[Collected data entries]
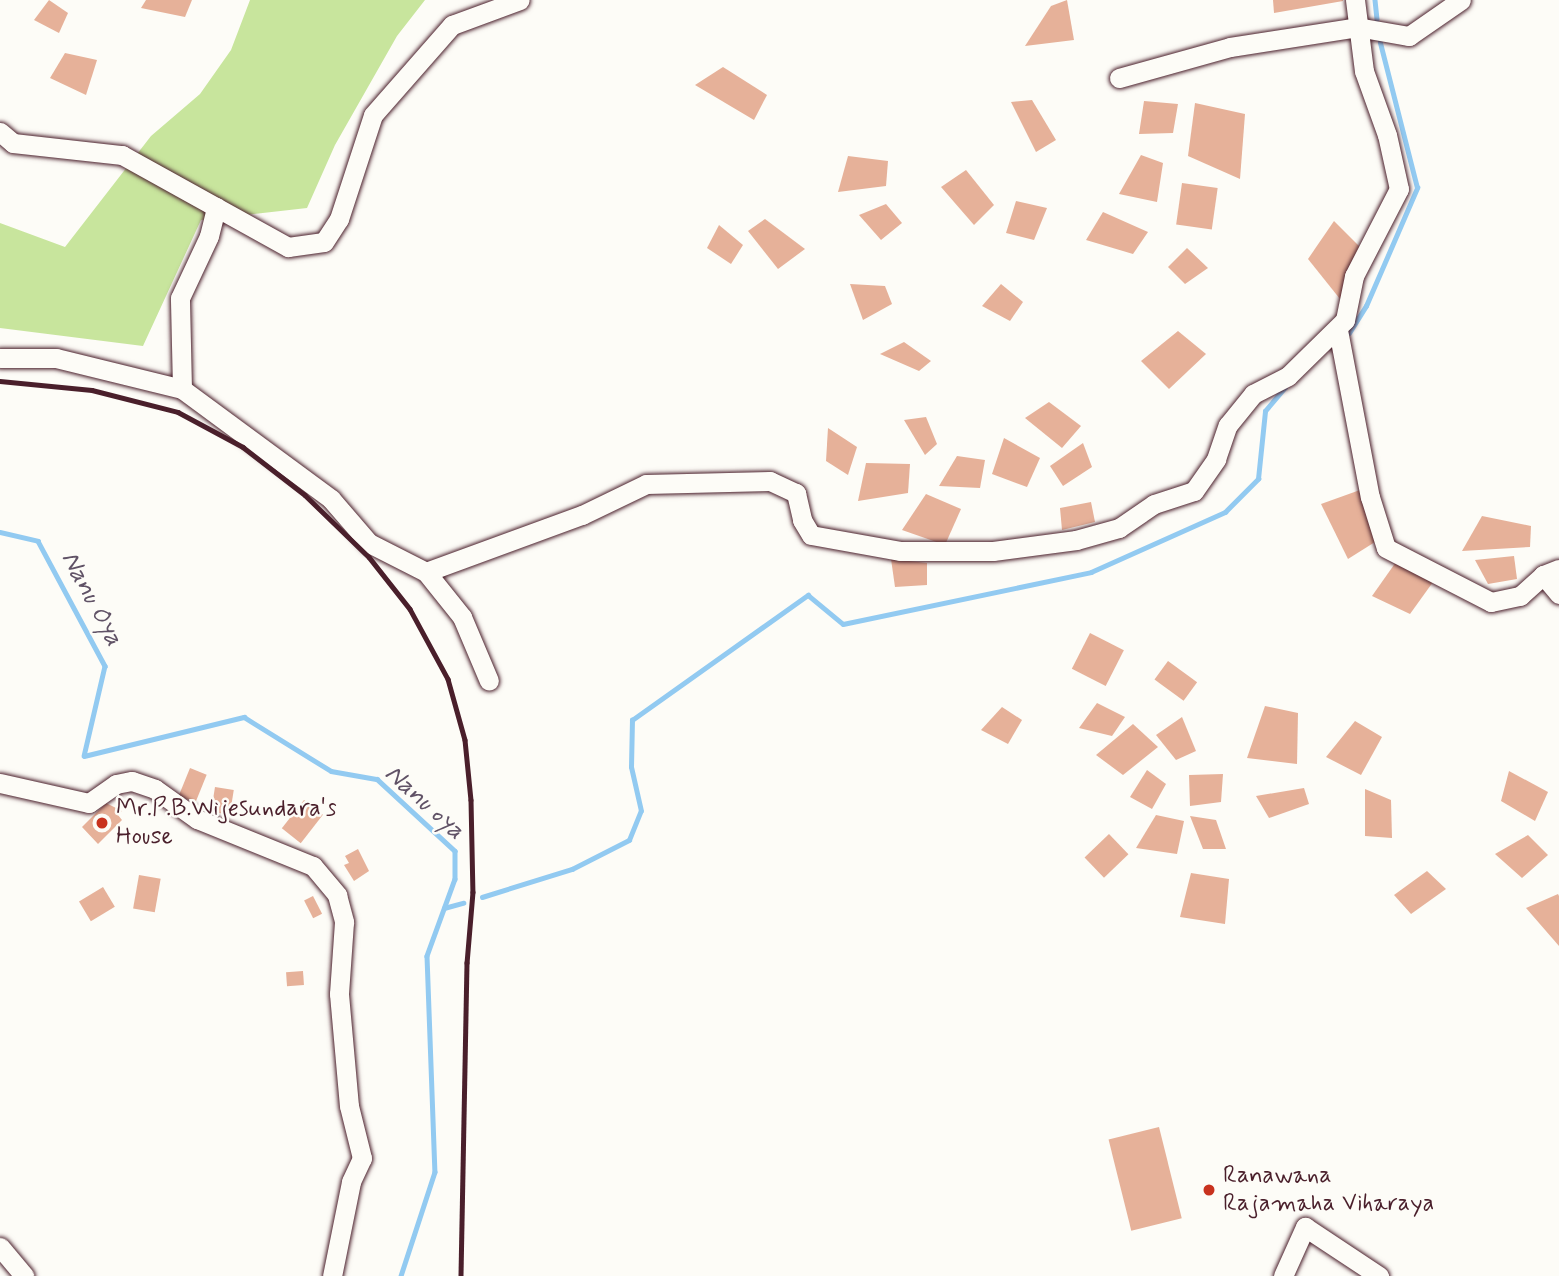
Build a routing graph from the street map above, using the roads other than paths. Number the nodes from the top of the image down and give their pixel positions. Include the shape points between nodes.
1 (520, 0) edge
2 (1355, 0) edge
3 (1461, 0) edge
4 (1357, 27) junction
5 (1119, 78) dead end
6 (0, 132) edge
7 (216, 207) junction
8 (1338, 330) junction
9 (0, 358) edge
10 (182, 389) junction
11 (426, 572) junction
12 (1551, 572) edge
13 (1559, 594) edge
14 (489, 681) dead end
15 (0, 783) edge
16 (0, 1247) edge
17 (24, 1276) edge
18 (332, 1276) edge
19 (1283, 1276) edge
20 (1379, 1276) edge

1 - 7 street via 452,25 373,115 339,219 324,242 288,247
2 - 4 street
3 - 4 street via 1409,36
4 - 5 street via 1230,47
4 - 8 street via 1364,71 1387,135 1399,189 1354,276 1345,320
6 - 7 street via 13,143 122,155
7 - 10 street via 209,236 180,298
8 - 11 street via 1288,376 1253,394 1228,425 1216,460 1194,491 1154,504 1119,528 1076,541 993,551 900,551 811,535 796,493 770,481 646,484 582,515
8 - 12 street via 1370,497 1386,548 1491,602 1520,596
9 - 10 street via 56,358
10 - 11 street via 331,499 369,543
11 - 14 street via 462,617
12 - 13 street
15 - 18 street via 89,803 116,784 132,781 155,789 197,819 313,866 337,895 344,922 339,994 349,1106 362,1158 351,1182
16 - 17 street
19 - 20 street via 1305,1227

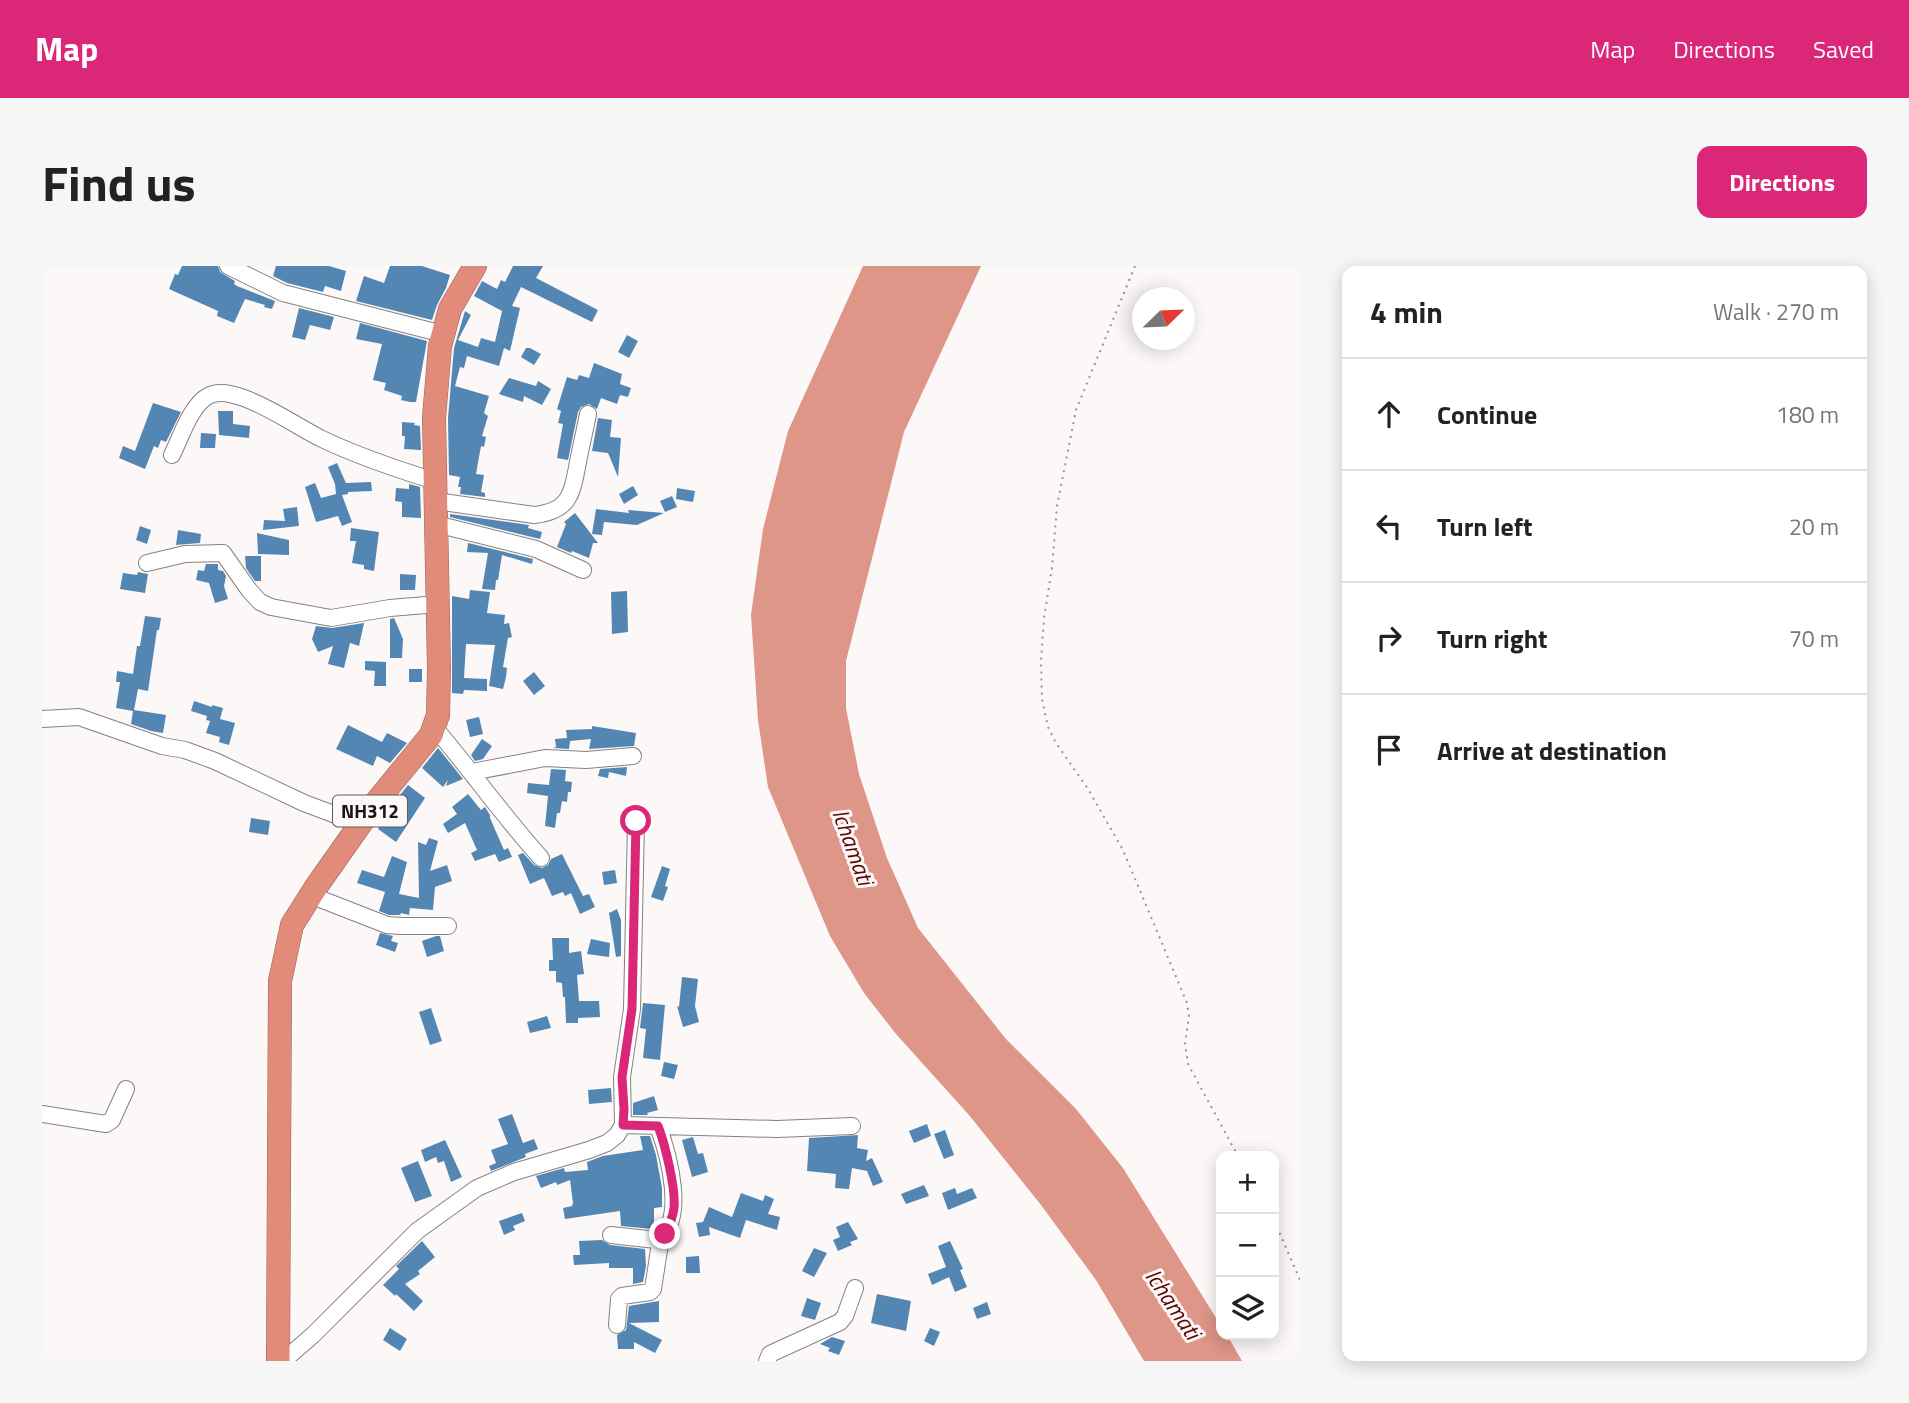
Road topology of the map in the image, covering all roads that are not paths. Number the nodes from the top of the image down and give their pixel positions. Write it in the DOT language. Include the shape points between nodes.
graph roads {
  1 [pos="228,266"];
  2 [pos="475,266"];
  3 [pos="443,334"];
  4 [pos="588,414"];
  5 [pos="172,455"];
  6 [pos="436,502"];
  7 [pos="147,563"];
  8 [pos="583,570"];
  9 [pos="438,604"];
  10 [pos="42,719"];
  11 [pos="434,727"];
  12 [pos="633,756"];
  13 [pos="472,772"];
  14 [pos="636,821"];
  15 [pos="360,824"];
  16 [pos="541,859"];
  17 [pos="310,895"];
  18 [pos="447,926"];
  19 [pos="126,1089"];
  20 [pos="42,1114"];
  21 [pos="623,1125"];
  22 [pos="658,1126"];
  23 [pos="852,1126"];
  24 [pos="611,1235"];
  25 [pos="661,1237"];
  26 [pos="855,1288"];
  27 [pos="617,1325"];
  28 [pos="280,1361"];
  29 [pos="767,1361"];
  1 -- 3 [label="street" via="283,293"];
  2 -- 3 [label="highway, NH312" via="450,309"];
  3 -- 6 [label="highway, NH312" via="434,418"];
  4 -- 6 [label="street" via="573,489 557,509 534,515"];
  5 -- 6 [label="street" via="199,403 218,393 227,394 392,468"];
  6 -- 8 [label="street"];
  6 -- 9 [label="highway, NH312"];
  7 -- 9 [label="street" via="185,554 223,553 260,602 325,618"];
  9 -- 11 [label="highway, NH312" via="439,697"];
  10 -- 15 [label="street" via="79,718 200,755"];
  11 -- 13 [label="street"];
  11 -- 15 [label="highway, NH312"];
  12 -- 13 [label="street" via="545,758"];
  13 -- 16 [label="street"];
  14 -- 21 [label="street" via="632,1009 622,1077"];
  15 -- 17 [label="highway, NH312"];
  17 -- 18 [label="street" via="387,925"];
  17 -- 28 [label="highway, NH312" via="292,925 280,981"];
  19 -- 20 [label="street" via="106,1124"];
  21 -- 22 [label="street"];
  21 -- 28 [label="street" via="607,1143 504,1176 436,1216"];
  22 -- 23 [label="street"];
  22 -- 25 [label="street" via="674,1200 670,1223"];
  24 -- 25 [label="street"];
  25 -- 27 [label="street" via="653,1289 622,1296"];
  26 -- 29 [label="street" via="840,1322 770,1354"];
}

Aim of the exercise: Please show all lines from the entries that contain the word "their".

Answer box:
Build a routing graph from the street map above, using the roads other than paths. Number the nodes from the top of the image down and give their pixel positions. Include the shape points between nodes.
Road topology of the map in the image, covering all roads that are not paths. Number the nodes from the top of the image down and give their pixel positions. Write it in the DOT language. Include the shape points between nodes.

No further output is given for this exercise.